Again – a higher number of clusters creates a more subtle effect, and a lower number of clusters creates a stronger effect.
The color dominance slider (green arrow) determines how the target image’s colors are swapped out with the source image’s colors. When this slider is set to 100%, this means that dominant colors from the target image will be swapped out with dominant colors from the source image. For example, if red is a dominant color in the source image, and green is a dominant color in the target image, then the dominant green color will be swapped out with the dominant red color. When this slider is set to 0%, similar colors between the source and target images will be swapped out.
Finally, the last slider, the “Histogram Equalization” slider (red arow) allows you to make the histograms of the two images more similar. Technically speaking, this means the tonal contrast of the two images will be made more similar. More on this later.
Step 3: Acquire and Apply Colors for Stealing Color Grade Effect
Now that we have the Color Mapping module activated and know what each area of the module is for, we can now steal the color grading from our source and add it to the target image.
First, you’ll want to set the value of your “number of clusters” and “color dominance” sliders.
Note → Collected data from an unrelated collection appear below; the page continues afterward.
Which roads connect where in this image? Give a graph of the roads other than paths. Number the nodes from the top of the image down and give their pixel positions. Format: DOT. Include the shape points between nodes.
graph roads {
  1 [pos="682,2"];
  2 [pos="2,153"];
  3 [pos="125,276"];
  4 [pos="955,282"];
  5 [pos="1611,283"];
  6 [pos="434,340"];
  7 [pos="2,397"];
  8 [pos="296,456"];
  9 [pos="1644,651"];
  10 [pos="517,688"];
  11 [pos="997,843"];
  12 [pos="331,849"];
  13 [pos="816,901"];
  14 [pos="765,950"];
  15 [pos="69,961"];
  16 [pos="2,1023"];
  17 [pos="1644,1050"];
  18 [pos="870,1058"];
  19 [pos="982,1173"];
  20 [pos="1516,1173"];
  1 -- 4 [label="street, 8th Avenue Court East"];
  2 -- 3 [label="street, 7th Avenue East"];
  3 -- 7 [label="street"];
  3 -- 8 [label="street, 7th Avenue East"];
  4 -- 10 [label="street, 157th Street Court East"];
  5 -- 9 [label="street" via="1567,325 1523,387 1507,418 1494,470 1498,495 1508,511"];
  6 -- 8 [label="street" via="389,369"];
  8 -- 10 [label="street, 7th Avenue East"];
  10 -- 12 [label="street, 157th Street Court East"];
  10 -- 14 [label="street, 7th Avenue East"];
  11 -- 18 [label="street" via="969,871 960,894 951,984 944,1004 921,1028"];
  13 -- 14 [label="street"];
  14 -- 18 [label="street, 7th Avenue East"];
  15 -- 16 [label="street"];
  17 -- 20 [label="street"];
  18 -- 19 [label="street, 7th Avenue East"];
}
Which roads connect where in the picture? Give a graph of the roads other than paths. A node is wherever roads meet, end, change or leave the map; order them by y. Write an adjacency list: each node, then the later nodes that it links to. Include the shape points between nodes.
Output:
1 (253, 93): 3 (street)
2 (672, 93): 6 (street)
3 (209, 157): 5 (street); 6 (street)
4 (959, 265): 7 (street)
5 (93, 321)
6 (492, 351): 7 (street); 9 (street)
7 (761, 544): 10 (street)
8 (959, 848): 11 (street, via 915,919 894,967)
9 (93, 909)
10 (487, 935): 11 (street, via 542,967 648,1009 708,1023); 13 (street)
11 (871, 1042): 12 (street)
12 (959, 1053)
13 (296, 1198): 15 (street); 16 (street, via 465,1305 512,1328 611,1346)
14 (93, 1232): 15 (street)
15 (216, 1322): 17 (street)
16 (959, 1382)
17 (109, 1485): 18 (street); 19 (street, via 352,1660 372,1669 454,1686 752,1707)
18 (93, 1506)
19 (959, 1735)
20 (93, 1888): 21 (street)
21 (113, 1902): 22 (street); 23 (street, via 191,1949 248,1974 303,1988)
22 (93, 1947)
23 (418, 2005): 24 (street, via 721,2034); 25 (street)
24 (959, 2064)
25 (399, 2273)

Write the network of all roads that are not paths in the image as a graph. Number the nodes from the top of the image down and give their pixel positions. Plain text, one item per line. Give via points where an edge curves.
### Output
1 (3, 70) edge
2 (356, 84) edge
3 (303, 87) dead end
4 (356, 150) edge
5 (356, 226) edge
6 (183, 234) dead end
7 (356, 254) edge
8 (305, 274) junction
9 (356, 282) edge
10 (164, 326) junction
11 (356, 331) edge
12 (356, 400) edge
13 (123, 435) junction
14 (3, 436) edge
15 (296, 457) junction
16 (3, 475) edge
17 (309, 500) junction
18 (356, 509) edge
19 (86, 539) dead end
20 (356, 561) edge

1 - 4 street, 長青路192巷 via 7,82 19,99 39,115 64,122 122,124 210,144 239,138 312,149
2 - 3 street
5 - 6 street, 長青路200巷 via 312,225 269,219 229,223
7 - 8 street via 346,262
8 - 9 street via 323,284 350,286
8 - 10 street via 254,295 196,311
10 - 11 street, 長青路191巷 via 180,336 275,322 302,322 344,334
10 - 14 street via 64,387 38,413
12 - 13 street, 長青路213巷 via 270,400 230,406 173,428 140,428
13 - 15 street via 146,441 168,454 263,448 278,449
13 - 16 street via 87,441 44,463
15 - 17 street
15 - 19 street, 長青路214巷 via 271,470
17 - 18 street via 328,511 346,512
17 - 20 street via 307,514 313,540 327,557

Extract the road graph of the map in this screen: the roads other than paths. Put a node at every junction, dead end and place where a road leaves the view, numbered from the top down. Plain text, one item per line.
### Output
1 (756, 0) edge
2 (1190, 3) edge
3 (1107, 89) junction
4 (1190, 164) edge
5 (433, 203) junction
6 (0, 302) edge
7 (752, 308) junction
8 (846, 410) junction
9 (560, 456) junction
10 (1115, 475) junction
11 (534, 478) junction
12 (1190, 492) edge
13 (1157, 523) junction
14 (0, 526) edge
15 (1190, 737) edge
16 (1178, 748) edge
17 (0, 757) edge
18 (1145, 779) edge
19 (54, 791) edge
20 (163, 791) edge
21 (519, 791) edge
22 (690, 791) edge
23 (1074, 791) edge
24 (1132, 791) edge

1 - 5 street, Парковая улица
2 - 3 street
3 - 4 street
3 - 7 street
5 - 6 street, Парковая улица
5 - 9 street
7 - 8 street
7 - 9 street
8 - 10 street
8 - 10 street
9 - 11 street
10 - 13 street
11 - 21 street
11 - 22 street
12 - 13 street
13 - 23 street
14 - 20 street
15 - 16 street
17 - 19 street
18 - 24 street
I recommend going with a value of “3” for number of clusters. You can set the color dominance slider to whatever value you want based on the information I gave above about this slider.
Once I have my desired settings, I’ll click the “acquire as source” button (red arrow in the image above). You’ll now see that my “source clusters” grid (green arrow) is filled with colors. These are the colors we’ll use for our color grading.
Now that we have our source colors, double-click on the target image using that image’s filmstrip thumbnail (red arrow in the image above). This will open that image into the Darkroom tab. Navigate back over to the Color Mapping module. The module may be blank once again (i.e. the source clusters colors don’t show up). Simply click the “reset” button/icon (green arrow) and the source colors you selected from your source image will repopulate.
Once your “source clusters” colors repopulate, click the “acquire as target” button. This will populate the “target clusters” grid with colors from your target image. These are the color that will be swapped out for the source colors. Looking at our target image, you’ll now see it contains a more similar color grading to our original source image.
You can now use the “equalize histogram” slider (red arrow) to adjust the histogram of your target image, making it look more similar to the source image.
As you can see in the image above, the new color grading on the target image colors doesn’t look great – the skin tones look very red.
You can always fix this by returning back to the source image, adjusting the “number of clusters” and “color dominance” sliders to new values, clicking the “acquire as source” button, and then returning to the target image. Once on the target image, click the “reset” button again, then click “acquire as target.” This will once again swap your colors out, but with slightly different settings and therefor a different result. To put it more simply – repeat the steps covered throughout this article, tweaking the settings until you get the final color grade you like.
Above is an example of tweaking the settings for a different result. In this example, I used 4 clusters for a more subtle effect. I also adjusted the histogram equalization slider to a little above 60%.